Measuring inundation depth at a house damaged by the 2004 tsunami, during the authors’ field survey in Polhena, Sri Lanka.
Ravindra Jayaratne

After the 2011 tsunami, Japanese engineers created two tsunami measurement levels. Level one tsunamis are more frequent, occurring perhaps once every century, but less dangerous.

Level two tsunamis are the big ones that any given bit of coastline might expect only once every thousand or so years: Indian Ocean 2004, Japan 2011. It is these tsunamis that critical infrastructure like power plants must prepare for. Nothing will entirely hold back a 2004-sized tsunami, but the goal is for structures to overflow without being destroyed. They should still be able to assist the evacuation process by reducing tsunami height and delaying the time it takes.
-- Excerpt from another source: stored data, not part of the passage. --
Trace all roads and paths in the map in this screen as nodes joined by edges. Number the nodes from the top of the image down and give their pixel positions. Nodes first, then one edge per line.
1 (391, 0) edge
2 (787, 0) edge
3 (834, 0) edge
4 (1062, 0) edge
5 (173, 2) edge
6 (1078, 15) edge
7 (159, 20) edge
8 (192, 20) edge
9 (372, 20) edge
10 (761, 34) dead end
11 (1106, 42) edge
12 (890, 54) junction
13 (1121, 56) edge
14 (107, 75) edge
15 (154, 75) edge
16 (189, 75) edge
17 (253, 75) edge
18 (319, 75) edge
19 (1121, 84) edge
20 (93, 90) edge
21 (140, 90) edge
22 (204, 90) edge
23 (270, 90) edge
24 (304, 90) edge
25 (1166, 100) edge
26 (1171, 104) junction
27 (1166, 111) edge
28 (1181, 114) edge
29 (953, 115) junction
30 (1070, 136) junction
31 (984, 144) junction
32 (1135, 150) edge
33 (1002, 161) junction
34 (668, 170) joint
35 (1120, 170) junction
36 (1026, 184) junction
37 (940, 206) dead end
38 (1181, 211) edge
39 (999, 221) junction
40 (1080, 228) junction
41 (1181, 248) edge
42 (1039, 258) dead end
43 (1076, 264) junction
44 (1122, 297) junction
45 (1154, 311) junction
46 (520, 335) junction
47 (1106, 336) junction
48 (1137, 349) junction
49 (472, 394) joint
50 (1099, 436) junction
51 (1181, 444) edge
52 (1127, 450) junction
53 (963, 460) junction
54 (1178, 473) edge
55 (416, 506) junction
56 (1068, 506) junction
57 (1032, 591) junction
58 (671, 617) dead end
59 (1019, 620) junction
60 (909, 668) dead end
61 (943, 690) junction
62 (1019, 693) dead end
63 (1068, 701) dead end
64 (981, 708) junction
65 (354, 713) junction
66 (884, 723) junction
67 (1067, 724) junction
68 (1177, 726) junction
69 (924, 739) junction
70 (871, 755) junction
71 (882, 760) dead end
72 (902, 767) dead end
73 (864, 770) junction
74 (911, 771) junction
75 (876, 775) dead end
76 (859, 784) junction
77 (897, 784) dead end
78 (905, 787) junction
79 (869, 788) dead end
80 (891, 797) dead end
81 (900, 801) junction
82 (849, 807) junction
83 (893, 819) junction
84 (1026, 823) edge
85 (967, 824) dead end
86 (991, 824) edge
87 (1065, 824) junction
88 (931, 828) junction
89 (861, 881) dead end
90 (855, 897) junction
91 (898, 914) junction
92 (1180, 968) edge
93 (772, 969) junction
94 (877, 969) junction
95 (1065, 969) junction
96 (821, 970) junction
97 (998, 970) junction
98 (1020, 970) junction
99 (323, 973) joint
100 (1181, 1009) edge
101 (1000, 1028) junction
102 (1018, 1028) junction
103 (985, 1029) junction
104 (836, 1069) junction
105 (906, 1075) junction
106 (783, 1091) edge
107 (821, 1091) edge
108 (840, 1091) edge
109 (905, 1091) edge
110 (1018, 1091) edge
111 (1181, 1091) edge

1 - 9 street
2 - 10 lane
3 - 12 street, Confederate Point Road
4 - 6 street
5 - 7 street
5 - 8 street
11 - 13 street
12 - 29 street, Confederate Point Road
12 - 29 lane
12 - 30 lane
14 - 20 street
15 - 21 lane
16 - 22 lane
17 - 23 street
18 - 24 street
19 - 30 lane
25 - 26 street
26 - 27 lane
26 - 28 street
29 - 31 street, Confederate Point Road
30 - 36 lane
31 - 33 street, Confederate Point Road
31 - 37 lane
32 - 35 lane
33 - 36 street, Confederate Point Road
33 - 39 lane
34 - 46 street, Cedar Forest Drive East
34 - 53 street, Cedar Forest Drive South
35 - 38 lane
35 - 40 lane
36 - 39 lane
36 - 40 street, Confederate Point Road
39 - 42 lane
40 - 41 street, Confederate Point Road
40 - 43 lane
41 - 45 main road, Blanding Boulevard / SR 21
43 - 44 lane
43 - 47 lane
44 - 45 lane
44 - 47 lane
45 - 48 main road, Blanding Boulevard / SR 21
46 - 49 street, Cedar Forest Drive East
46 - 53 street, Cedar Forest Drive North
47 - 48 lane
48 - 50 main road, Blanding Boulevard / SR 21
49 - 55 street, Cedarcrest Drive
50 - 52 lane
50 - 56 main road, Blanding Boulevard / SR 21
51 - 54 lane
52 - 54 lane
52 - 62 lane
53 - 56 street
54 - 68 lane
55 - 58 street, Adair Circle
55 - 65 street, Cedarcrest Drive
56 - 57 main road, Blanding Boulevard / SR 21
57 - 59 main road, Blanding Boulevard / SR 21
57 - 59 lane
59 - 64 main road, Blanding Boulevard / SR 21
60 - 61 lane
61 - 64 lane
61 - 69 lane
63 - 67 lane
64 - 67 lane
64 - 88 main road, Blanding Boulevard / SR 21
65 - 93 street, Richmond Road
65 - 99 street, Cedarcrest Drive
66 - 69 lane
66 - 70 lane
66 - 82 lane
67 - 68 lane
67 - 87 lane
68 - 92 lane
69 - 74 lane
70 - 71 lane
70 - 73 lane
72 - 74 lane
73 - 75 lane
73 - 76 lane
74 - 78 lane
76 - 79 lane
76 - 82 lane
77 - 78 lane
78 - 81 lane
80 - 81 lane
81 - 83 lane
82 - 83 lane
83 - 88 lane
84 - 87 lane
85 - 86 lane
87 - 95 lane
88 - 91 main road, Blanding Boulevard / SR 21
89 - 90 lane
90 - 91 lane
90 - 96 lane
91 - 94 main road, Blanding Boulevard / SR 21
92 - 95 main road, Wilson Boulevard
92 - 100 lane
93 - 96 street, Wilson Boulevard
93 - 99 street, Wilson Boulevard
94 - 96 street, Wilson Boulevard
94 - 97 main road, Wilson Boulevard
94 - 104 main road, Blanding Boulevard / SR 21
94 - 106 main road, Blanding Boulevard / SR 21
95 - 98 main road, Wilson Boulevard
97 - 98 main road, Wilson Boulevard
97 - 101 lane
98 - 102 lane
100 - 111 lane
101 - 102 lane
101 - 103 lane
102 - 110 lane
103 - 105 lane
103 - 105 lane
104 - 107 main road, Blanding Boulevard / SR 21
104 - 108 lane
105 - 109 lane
In the labs, the authors work on modelling how seawalls will respond to a tsunami.
Ravindra Jayaratne

Despite evolving views on hard defences, there remains value in building and planning coastal urban areas in more sustainable and responsible ways. In particular, critical infrastructure and densely populated areas in tsunami-threatened regions should be built on higher ground where possible.

Engineering advancements must also account for environmental consequences, including damage to ecosystems and disruption of natural coastal processes, with consideration given to nature-based solutions. Strengthening coral reefs with rock armour or heavy sandbags, and planting coastal forests as buffer zones may be a cheaper and more ecologically sensitive option than building high walls.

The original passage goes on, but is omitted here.